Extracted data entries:
______

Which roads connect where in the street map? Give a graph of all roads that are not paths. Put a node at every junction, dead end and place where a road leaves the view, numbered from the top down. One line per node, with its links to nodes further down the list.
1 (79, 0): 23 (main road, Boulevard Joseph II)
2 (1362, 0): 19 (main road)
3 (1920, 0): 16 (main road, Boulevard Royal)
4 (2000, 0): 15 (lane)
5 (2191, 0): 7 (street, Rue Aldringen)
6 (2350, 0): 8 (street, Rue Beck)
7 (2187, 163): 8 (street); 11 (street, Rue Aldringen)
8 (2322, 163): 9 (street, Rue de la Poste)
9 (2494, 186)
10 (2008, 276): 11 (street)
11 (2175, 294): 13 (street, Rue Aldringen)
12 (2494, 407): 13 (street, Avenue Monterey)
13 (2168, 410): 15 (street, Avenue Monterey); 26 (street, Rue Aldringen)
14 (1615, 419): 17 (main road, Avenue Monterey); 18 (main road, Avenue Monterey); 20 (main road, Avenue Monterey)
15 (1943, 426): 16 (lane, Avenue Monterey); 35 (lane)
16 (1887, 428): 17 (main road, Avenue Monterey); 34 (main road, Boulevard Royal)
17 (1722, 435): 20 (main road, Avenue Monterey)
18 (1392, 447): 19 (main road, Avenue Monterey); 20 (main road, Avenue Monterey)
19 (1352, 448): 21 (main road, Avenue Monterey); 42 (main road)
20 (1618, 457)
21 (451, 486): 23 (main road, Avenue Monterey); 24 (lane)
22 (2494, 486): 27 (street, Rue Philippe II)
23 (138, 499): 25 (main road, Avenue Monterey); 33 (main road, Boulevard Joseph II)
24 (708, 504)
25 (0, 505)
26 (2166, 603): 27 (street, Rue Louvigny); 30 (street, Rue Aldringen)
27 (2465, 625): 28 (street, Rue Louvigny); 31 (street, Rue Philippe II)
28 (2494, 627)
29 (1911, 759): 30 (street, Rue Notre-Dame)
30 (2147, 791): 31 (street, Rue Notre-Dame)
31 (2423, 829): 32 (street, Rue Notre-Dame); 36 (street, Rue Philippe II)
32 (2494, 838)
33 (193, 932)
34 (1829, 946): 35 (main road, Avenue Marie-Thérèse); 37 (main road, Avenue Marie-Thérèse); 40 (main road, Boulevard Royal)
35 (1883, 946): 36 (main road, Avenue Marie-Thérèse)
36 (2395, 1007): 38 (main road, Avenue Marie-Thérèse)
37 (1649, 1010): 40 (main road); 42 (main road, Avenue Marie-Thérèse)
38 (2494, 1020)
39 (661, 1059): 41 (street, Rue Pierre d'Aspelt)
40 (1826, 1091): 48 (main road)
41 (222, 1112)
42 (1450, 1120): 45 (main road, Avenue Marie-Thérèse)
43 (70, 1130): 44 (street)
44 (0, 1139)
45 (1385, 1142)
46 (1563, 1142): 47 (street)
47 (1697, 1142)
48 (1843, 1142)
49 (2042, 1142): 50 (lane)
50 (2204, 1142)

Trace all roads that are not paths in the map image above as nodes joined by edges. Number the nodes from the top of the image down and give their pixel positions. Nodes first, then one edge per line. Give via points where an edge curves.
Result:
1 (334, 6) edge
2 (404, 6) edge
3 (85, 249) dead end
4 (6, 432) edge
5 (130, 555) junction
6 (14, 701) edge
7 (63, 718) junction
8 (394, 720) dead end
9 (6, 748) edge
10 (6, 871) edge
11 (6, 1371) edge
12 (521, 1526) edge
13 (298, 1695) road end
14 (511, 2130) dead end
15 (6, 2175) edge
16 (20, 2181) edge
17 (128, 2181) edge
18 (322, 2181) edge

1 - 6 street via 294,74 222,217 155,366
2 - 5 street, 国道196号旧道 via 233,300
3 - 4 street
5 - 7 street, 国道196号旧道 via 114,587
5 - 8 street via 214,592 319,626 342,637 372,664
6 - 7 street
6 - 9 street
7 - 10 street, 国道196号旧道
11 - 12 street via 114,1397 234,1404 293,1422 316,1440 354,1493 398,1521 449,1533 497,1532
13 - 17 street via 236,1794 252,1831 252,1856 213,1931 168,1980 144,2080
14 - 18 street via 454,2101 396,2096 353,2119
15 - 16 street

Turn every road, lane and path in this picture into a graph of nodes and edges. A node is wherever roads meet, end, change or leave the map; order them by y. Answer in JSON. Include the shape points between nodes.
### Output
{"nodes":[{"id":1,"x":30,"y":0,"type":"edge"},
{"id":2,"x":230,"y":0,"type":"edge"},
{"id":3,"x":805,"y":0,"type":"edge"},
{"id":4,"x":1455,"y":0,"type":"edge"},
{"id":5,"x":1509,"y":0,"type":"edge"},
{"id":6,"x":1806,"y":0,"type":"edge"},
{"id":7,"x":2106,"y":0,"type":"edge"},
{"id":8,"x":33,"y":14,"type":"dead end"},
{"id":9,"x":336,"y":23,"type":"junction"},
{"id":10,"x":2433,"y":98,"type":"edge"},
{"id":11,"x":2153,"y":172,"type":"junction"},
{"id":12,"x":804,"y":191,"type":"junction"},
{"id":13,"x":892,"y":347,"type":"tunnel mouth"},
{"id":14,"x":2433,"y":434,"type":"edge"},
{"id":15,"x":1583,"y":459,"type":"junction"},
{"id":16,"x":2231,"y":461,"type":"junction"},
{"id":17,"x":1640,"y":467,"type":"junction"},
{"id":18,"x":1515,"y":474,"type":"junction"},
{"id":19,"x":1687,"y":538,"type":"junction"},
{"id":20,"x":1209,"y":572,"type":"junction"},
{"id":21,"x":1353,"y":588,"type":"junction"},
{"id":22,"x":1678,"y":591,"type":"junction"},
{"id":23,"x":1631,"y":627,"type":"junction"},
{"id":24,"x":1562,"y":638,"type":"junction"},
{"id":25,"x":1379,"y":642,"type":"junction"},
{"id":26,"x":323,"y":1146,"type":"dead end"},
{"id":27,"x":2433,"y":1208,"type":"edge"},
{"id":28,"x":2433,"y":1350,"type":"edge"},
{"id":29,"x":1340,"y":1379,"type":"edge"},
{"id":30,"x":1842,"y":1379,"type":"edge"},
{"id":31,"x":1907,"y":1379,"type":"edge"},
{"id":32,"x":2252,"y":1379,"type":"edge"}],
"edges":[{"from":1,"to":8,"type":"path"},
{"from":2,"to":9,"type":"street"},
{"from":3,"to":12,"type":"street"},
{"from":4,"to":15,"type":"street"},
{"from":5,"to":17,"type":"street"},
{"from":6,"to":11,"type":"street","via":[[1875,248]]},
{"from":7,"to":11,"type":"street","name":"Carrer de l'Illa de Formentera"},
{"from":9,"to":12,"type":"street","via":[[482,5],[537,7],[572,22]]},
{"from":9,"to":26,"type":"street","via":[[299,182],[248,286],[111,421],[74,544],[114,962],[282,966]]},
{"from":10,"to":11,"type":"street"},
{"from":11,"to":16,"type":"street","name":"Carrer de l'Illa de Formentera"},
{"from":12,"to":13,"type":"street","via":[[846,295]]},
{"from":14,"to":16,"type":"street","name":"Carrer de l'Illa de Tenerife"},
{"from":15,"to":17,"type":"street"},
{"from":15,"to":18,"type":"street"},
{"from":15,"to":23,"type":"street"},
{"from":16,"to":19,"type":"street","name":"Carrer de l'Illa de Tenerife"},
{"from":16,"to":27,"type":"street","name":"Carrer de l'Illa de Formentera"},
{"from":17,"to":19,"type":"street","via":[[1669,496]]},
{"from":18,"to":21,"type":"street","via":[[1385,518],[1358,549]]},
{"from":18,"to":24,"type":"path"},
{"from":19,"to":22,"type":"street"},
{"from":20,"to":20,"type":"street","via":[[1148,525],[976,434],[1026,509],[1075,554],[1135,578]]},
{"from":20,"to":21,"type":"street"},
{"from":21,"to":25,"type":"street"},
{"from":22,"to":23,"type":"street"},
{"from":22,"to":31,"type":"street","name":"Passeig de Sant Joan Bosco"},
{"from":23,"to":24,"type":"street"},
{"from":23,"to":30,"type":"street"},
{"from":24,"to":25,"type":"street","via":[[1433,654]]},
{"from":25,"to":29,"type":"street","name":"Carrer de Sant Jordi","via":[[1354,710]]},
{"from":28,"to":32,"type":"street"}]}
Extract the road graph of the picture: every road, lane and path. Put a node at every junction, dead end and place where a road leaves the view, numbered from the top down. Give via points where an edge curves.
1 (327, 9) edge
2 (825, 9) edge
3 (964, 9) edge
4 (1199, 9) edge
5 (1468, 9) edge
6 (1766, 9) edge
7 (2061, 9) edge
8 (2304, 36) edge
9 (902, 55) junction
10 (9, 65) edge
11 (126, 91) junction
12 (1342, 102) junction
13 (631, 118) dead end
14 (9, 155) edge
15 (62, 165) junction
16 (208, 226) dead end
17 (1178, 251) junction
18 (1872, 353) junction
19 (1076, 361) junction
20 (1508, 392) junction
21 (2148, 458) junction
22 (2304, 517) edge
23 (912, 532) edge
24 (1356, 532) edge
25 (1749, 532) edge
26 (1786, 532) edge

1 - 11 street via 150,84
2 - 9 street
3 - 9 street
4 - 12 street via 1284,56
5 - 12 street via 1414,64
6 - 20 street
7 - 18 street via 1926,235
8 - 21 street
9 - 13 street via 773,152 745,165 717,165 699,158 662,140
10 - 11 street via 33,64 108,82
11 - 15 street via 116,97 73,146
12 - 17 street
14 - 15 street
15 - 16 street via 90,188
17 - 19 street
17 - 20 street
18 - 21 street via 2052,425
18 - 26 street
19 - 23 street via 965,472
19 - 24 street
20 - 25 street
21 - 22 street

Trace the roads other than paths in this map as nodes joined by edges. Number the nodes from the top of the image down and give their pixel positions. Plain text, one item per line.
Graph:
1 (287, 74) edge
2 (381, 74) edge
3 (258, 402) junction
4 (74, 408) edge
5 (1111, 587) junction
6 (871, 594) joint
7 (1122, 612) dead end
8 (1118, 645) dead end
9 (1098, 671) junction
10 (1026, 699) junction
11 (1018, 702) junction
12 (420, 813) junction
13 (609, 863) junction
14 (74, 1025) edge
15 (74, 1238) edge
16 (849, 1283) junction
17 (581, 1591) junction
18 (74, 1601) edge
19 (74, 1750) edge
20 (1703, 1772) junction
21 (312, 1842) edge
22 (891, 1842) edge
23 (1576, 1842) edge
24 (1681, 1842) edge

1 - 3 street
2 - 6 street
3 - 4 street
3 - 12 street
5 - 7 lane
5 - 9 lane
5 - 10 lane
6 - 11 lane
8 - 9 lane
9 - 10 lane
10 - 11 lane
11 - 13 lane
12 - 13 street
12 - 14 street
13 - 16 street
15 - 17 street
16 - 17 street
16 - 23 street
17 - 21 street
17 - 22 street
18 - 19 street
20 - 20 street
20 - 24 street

______

Exercise prompt |
Whenever the string "place" shows up in a line of the records, copy that line.

Result below |
Which roads connect where in the street map? Give a graph of all roads that are not paths. Put a node at every junction, dead end and place where a road leaves the view, numbered from the top down. One line per node, with its links to nodes further down the list.
Extract the road graph of the picture: every road, lane and path. Put a node at every junction, dead end and place where a road leaves the view, numbered from the top down. Give via points where an edge curves.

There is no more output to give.